The social networking site updated its advertising policies today to improve the “integrity and security” of financial services ads, now the crypto community has joined the banned category list along with the likes of tobacco, drugs, dietary supplements, weapons and pornography. Promotions from companies with “misleading or deceptive promotional practices,” including cryptocurrencies and ICO providers. The new policy also applies to Instagram.
Site product management director Rob Leathern provided several examples of these “misleading” ads:
“Click here to learn more about our no-risk cryptocurrency that enables instant payments to anyone in the world.”
“New ICO! Buy tokens at a 15 percent discount NOW!”
“Use your retirement funds to buy Bitcoin!”
Leathern wrote in a blog post that many ICOs and cryptocurrencies are “scams or deception… that are not currently operating in good faith.” This “intentionally broad” ruling is subject to change.
“We want people to continue to discover and learn about new products and services through Facebook ads without fear of scams or deception,”

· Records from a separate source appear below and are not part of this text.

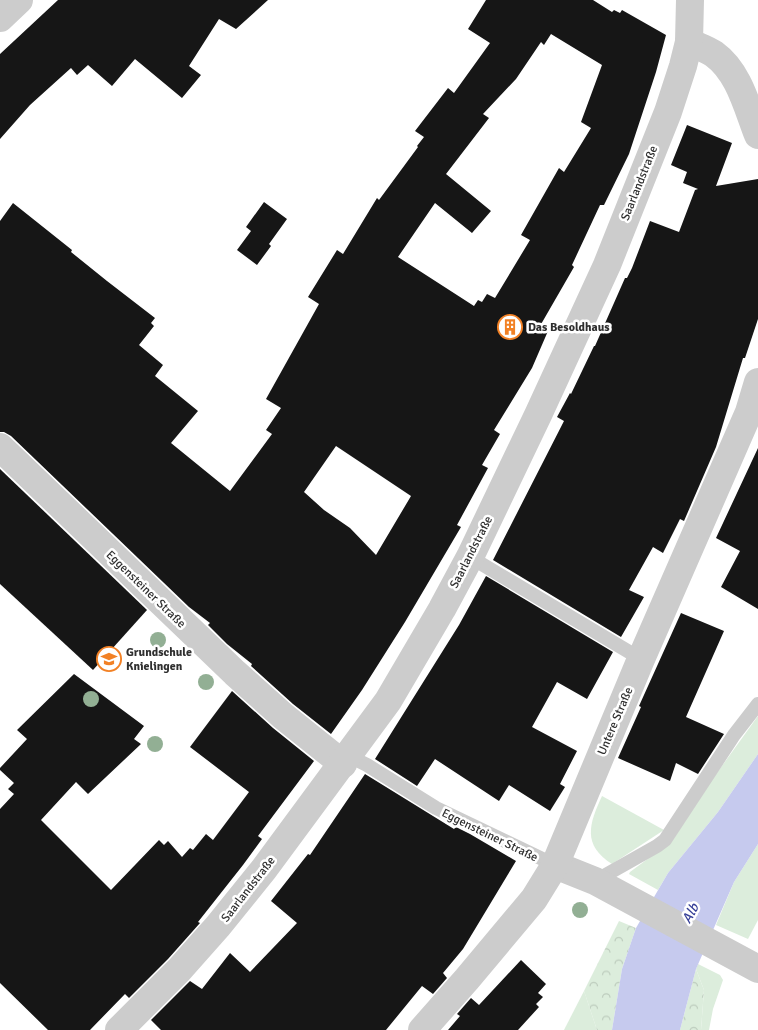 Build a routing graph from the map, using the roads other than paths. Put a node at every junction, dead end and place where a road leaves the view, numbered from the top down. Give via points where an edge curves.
1 (20, 0) edge
2 (690, 0) edge
3 (0, 18) edge
4 (689, 42) junction
5 (758, 135) edge
6 (758, 382) edge
7 (0, 447) edge
8 (470, 557) junction
9 (641, 659) junction
10 (758, 704) edge
11 (346, 760) junction
12 (555, 865) junction
13 (595, 881) junction
14 (758, 969) edge
15 (119, 1030) edge
16 (422, 1030) edge

1 - 3 street
2 - 4 street, Saarlandstraße
4 - 5 street via 712,53 728,66
4 - 8 street, Saarlandstraße via 668,112 607,266
6 - 9 street, Untere Straße via 749,412
7 - 11 street, Eggensteiner Straße via 234,674 283,716
8 - 9 lane
8 - 11 street, Saarlandstraße via 388,701
9 - 12 street, Untere Straße
10 - 13 lane via 665,840
11 - 12 lane, Eggensteiner Straße via 367,765 436,808
11 - 15 street, Saarlandstraße via 218,926
12 - 13 street, Eggensteiner Straße
12 - 16 street, Untere Straße via 534,899
13 - 14 street, Eggensteiner Straße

“That said, there are many companies who are advertising binary options, ICOs and cryptocurrencies that are not currently operating in good faith.” This policy is intentionally broad while we work to better detect deceptive and misleading advertising practices, and enforcement will begin to ramp up across our platforms including Facebook, Audience Network and Instagram. We will revisit this policy and how we enforce it as our signals improve.”
In just 24 hours, the cryptocurrency and ICO markets have received two major blows, the AriseBank ICO had been endorsed by boxing legend Evander Holyfield, who although may have acted innocently in the ICO promotion, has not been ruled out of engaging in potentially “unlawful activity” according to the SEC.
SEC took its actions against AriseBank a step further than it had in previous cases, appointing a receiver to take custody of the digital assets held by the company
“This is the first time the Commission has sought the appointment of a receiver in connection with an ICO fraud. We will use all of our tools and remedies to protect investors from those who engage in fraudulent conduct in the emerging digital securities marketplace,” said Steven Peikin, Co-Director of the SEC’s Enforcement Division.